Using Darwin Core with your existing data
Consider incremental and strategic incorporation of standards
It can pay to keep local structures aligned with standards that are useful downstream of collection.
However, you may already have systems in place for collecting and working with your data. Consider improving them by selectively working toward a standards-based system. Already standards-based? Consider mapping to Darwin Core and publishing a Darwin Core Archive so that the data can be found and reused by the biodiversity science community.
What does it look like to map existing data to Darwin Core? Below we share a hypothetical example of fisheries trawl data and another example of satellite telemetry data from the ATN.

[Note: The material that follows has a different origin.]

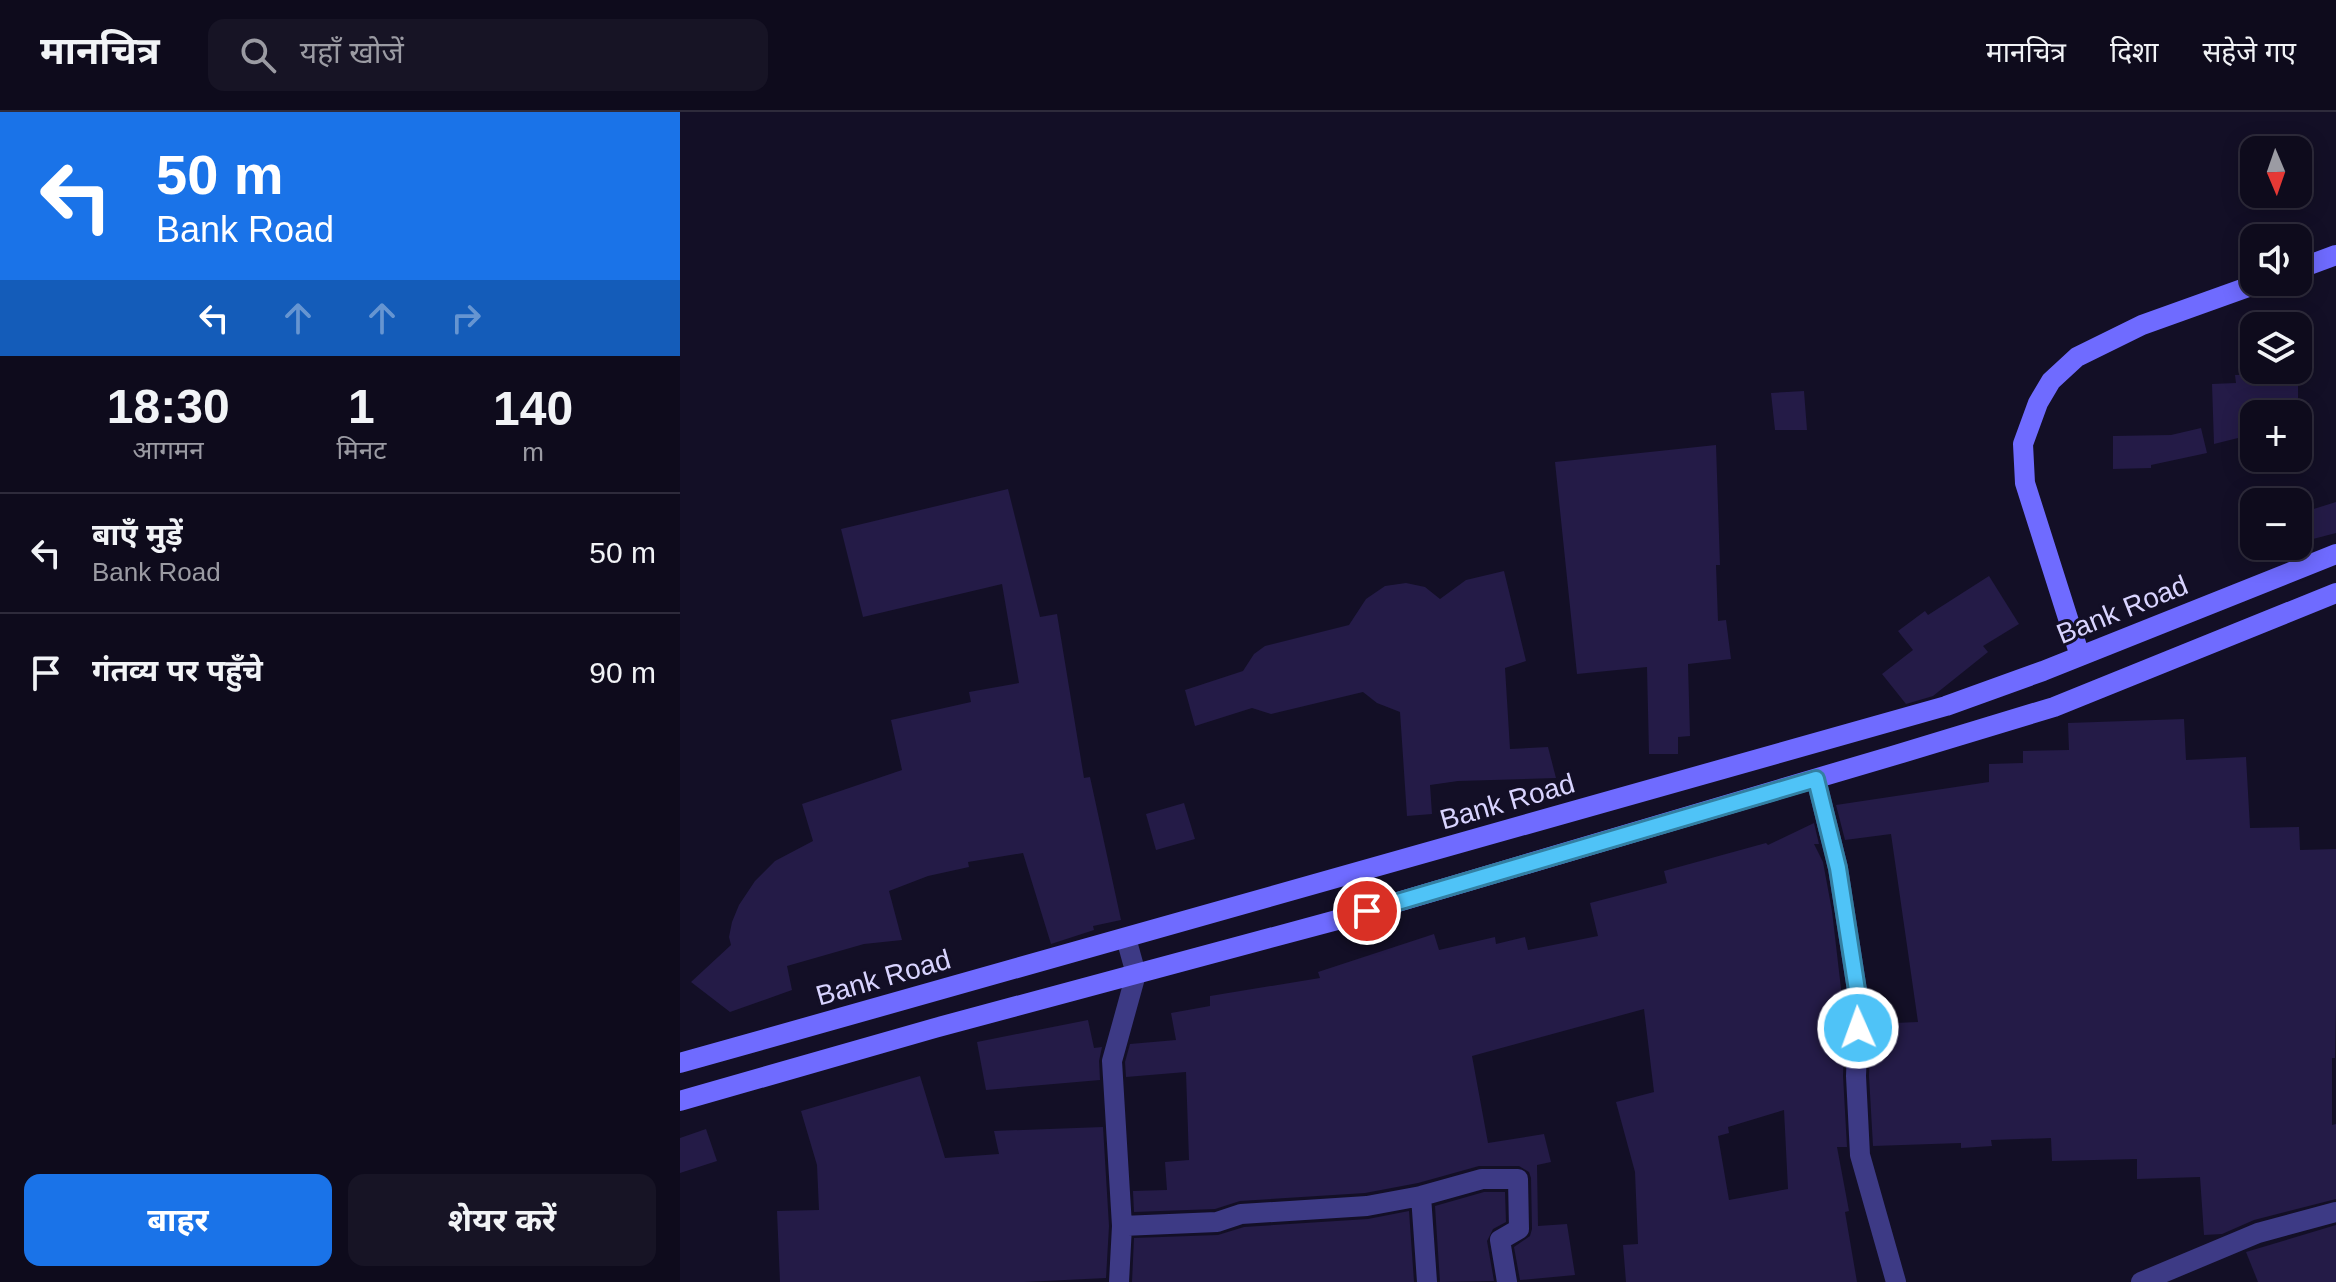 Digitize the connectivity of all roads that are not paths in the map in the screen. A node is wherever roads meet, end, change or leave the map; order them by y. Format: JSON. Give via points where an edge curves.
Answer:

Example: Hypothetical Fisheries Trawl Data
Here we share data from a hypothetical fisheries trawl survey. In Darwin Core, these data would be coordinated over a couple of tables to describe the core data (what, when, where) and the additional data, like experimental and environmental covariates that are specific to this data type and study. Here, we’ve broken these up into a few different tables to make them easier to view.

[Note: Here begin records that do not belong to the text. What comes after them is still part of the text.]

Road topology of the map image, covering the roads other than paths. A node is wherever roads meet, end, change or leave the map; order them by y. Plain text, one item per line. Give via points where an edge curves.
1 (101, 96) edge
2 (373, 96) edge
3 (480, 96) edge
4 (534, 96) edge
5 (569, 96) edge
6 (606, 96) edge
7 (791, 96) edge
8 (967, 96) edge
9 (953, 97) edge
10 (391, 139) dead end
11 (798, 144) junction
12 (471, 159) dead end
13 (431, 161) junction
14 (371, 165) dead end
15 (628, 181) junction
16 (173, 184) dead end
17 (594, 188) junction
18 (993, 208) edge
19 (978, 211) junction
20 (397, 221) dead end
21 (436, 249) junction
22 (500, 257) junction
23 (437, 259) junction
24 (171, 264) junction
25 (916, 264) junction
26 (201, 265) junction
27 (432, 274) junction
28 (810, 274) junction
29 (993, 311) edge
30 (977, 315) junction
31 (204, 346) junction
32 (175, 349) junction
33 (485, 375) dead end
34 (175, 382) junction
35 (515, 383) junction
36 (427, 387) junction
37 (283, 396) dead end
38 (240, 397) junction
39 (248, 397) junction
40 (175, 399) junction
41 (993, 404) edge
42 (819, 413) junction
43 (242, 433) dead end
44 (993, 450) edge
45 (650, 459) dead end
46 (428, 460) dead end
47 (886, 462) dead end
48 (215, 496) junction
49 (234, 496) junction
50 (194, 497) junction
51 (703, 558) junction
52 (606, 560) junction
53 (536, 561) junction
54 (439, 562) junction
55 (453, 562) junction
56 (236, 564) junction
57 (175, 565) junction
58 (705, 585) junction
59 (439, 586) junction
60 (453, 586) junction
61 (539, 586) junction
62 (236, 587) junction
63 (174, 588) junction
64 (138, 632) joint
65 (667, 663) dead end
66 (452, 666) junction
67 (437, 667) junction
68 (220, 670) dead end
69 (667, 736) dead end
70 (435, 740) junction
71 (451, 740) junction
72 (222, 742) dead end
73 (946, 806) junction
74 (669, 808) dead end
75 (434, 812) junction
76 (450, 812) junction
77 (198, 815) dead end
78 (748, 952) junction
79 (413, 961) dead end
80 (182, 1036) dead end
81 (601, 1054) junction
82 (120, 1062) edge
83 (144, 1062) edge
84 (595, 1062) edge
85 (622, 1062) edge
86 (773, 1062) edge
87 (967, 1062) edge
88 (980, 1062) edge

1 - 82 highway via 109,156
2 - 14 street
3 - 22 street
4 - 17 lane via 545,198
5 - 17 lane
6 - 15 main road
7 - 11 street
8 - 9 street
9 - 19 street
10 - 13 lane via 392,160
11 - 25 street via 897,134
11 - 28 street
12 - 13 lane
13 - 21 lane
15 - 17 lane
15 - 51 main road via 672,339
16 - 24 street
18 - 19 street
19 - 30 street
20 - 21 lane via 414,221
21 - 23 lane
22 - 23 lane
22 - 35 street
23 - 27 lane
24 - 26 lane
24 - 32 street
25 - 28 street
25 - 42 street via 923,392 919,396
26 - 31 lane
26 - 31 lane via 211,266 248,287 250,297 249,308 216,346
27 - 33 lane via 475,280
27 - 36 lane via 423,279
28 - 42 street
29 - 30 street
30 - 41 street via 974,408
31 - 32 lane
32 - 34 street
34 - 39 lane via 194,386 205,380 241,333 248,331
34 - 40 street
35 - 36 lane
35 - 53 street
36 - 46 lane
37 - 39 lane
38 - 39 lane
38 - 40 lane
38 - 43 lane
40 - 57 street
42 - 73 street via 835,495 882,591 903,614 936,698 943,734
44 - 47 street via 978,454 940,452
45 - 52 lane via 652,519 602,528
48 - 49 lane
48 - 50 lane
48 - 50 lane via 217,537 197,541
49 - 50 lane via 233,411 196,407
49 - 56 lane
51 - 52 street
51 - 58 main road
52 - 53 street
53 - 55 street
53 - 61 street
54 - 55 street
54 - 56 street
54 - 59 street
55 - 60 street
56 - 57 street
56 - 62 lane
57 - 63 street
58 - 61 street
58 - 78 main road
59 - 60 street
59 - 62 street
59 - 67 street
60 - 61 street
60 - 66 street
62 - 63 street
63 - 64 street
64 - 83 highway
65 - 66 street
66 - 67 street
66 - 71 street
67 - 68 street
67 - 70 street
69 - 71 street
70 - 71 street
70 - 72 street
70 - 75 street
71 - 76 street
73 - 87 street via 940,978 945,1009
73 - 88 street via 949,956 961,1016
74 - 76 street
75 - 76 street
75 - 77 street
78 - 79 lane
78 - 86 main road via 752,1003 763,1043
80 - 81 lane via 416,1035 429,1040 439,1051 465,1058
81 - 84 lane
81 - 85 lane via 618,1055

Let’s start on the left, with ‘When’. This table demonstrates how variable names like ‘Date’ and ‘Time’ map to the Darwin Core terms eventDate
and eventTime
fairly directly. With trawl data, these might be captured as ‘Start’ and ‘Stop’ times, and that range can be captured within the ISO 8601 format that is used in Darwin Core.
What may not be obvious is that Darwin Core events can be structured hierarchically, so individual time points, or ranges, can exist within parent events.

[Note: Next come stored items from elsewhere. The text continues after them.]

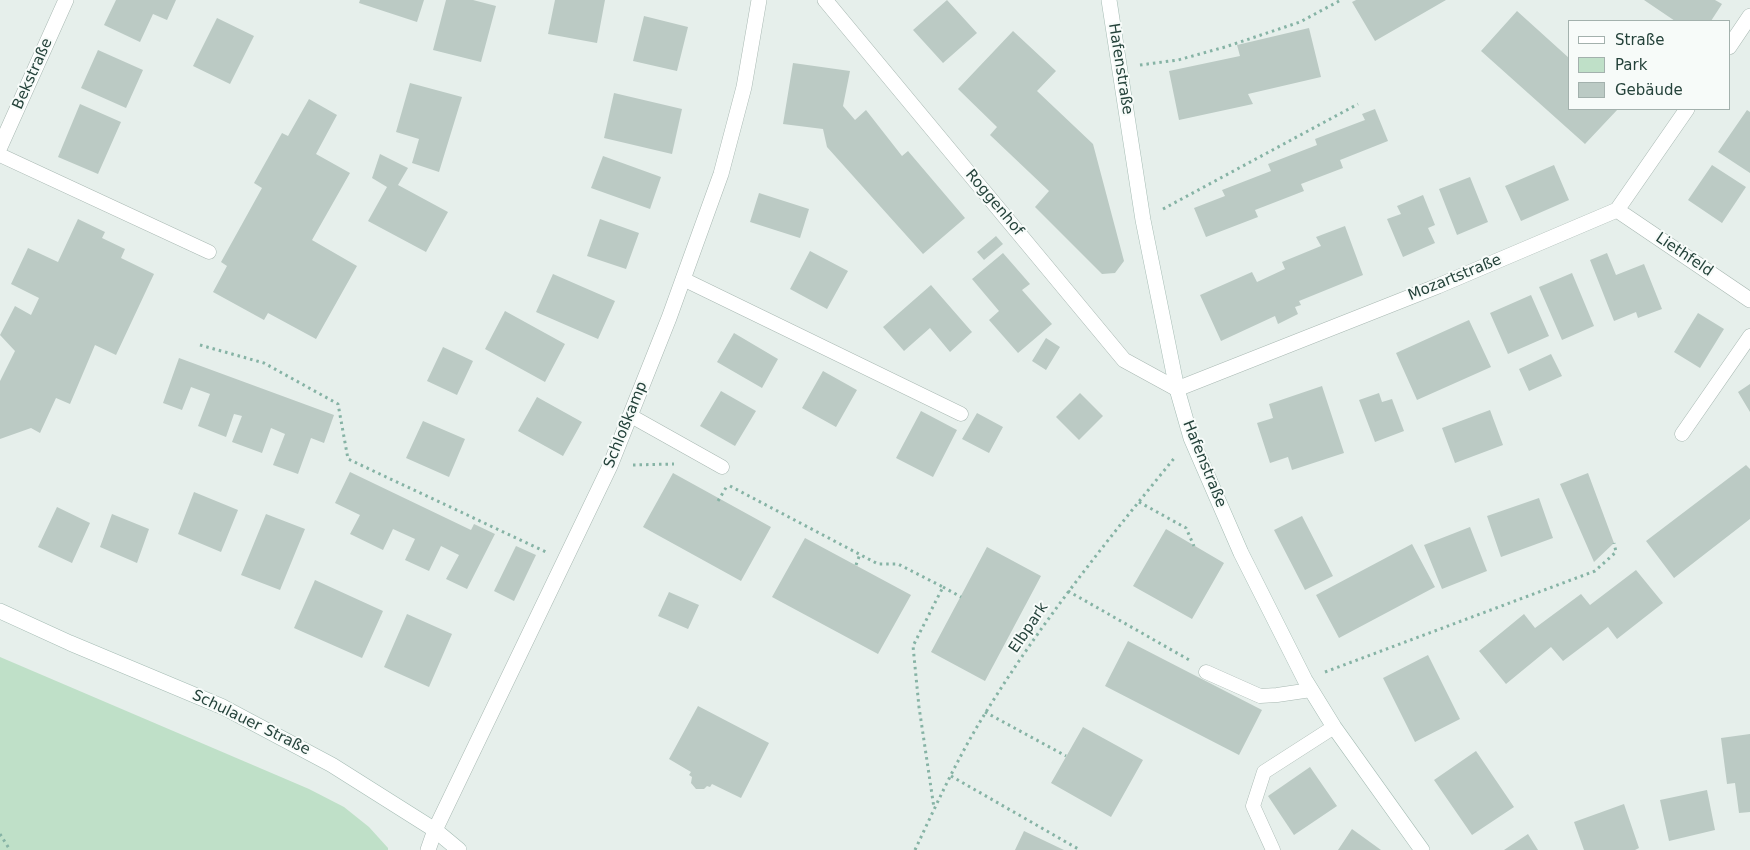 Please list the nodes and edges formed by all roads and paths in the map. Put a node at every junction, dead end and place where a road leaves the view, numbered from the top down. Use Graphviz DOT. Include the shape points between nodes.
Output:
graph roads {
  1 [pos="66,0"];
  2 [pos="759,0"];
  3 [pos="825,0"];
  4 [pos="1109,0"];
  5 [pos="1341,0"];
  6 [pos="1750,16"];
  7 [pos="1730,46"];
  8 [pos="1120,68"];
  9 [pos="1358,104"];
  10 [pos="1686,110"];
  11 [pos="0,147"];
  12 [pos="0,155"];
  13 [pos="1617,210"];
  14 [pos="1143,220"];
  15 [pos="209,252"];
  16 [pos="683,279"];
  17 [pos="1750,300"];
  18 [pos="1750,336"];
  19 [pos="200,346"];
  20 [pos="1177,389"];
  21 [pos="961,414"];
  22 [pos="631,416"];
  23 [pos="1682,434"];
  24 [pos="1190,438"];
  25 [pos="674,464"];
  26 [pos="610,466"];
  27 [pos="722,466"];
  28 [pos="719,481"];
  29 [pos="728,485"];
  30 [pos="718,501"];
  31 [pos="1138,502"];
  32 [pos="1614,543"];
  33 [pos="1194,546"];
  34 [pos="860,554"];
  35 [pos="564,561"];
  36 [pos="856,565"];
  37 [pos="943,587"];
  38 [pos="1068,591"];
  39 [pos="961,597"];
  40 [pos="0,611"];
  41 [pos="1188,666"];
  42 [pos="1206,672"];
  43 [pos="1308,685"];
  44 [pos="985,712"];
  45 [pos="1334,727"];
  46 [pos="1066,756"];
  47 [pos="951,776"];
  48 [pos="934,808"];
  49 [pos="435,830"];
  50 [pos="0,834"];
  51 [pos="10,850"];
  52 [pos="428,850"];
  53 [pos="459,850"];
  54 [pos="915,850"];
  55 [pos="1080,850"];
  56 [pos="1273,850"];
  57 [pos="1422,850"];
  1 -- 11 [label="street, Bekstraße"];
  2 -- 16 [label="street, Schloßkamp" via="744,87 721,174"];
  3 -- 20 [label="street, Roggenhof" via="1124,360"];
  4 -- 8 [label="street, Hafenstraße"];
  5 -- 8 [label="path" via="1300,22 1225,47 1178,60"];
  6 -- 7 [label="street"];
  8 -- 14 [label="street, Hafenstraße"];
  9 -- 14 [label="path"];
  10 -- 13 [label="street"];
  12 -- 15 [label="lane"];
  13 -- 17 [label="street, Liethfeld"];
  13 -- 20 [label="street, Mozartstraße" via="1438,286"];
  14 -- 20 [label="street, Hafenstraße"];
  16 -- 21 [label="lane"];
  16 -- 22 [label="street, Schloßkamp"];
  18 -- 23 [label="lane"];
  19 -- 35 [label="path" via="264,363 338,404 348,459"];
  20 -- 24 [label="street, Hafenstraße"];
  22 -- 26 [label="street, Schloßkamp"];
  22 -- 27 [label="lane"];
  24 -- 31 [label="path, Elbpark"];
  24 -- 43 [label="street, Hafenstraße" via="1241,553"];
  25 -- 26 [label="path"];
  26 -- 35 [label="street, Schloßkamp"];
  28 -- 29 [label="path"];
  29 -- 30 [label="path"];
  29 -- 34 [label="path"];
  31 -- 33 [label="path" via="1186,528"];
  31 -- 38 [label="path, Elbpark"];
  32 -- 43 [label="path" via="1616,552 1595,571"];
  34 -- 36 [label="path"];
  34 -- 37 [label="path" via="878,564 898,564"];
  35 -- 49 [label="street, Schloßkamp"];
  37 -- 39 [label="path"];
  37 -- 48 [label="path" via="912,646"];
  38 -- 41 [label="path" via="1191,661"];
  38 -- 44 [label="path, Elbpark"];
  40 -- 49 [label="street, Schulauer Straße" via="70,644 223,706 332,765"];
  42 -- 43 [label="lane" via="1260,696 1277,695"];
  43 -- 45 [label="street, Hafenstraße"];
  44 -- 46 [label="path"];
  44 -- 47 [label="path, Elbpark"];
  45 -- 56 [label="lane" via="1264,772 1253,806"];
  45 -- 57 [label="street, Hafenstraße"];
  47 -- 48 [label="path, Elbpark"];
  47 -- 55 [label="path"];
  48 -- 54 [label="path, Elbpark"];
  49 -- 52 [label="street, Schloßkamp"];
  49 -- 53 [label="street, Schulauer Straße"];
  50 -- 51 [label="path"];
}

Like the When table, there is a fairly straightforward mapping of spatial coordinates to the Darwin Core standard. For many people, they can use decimal degrees taken directly from a GPS system. Others may need to convert from degrees-minutes-seconds to decimal degrees.
What do you do when you want to describe a transect, as is common in trawl data? Darwin Core offers the term footprintWKT
, which allows description of 2-D and 3-D shapes as Well Known Text (WKT). This can include polygons, lines, circles, and other shapes.
Lastly, Darwin Core allows both minimum and maximum depth to be captured, although you may need to convert your data to meters.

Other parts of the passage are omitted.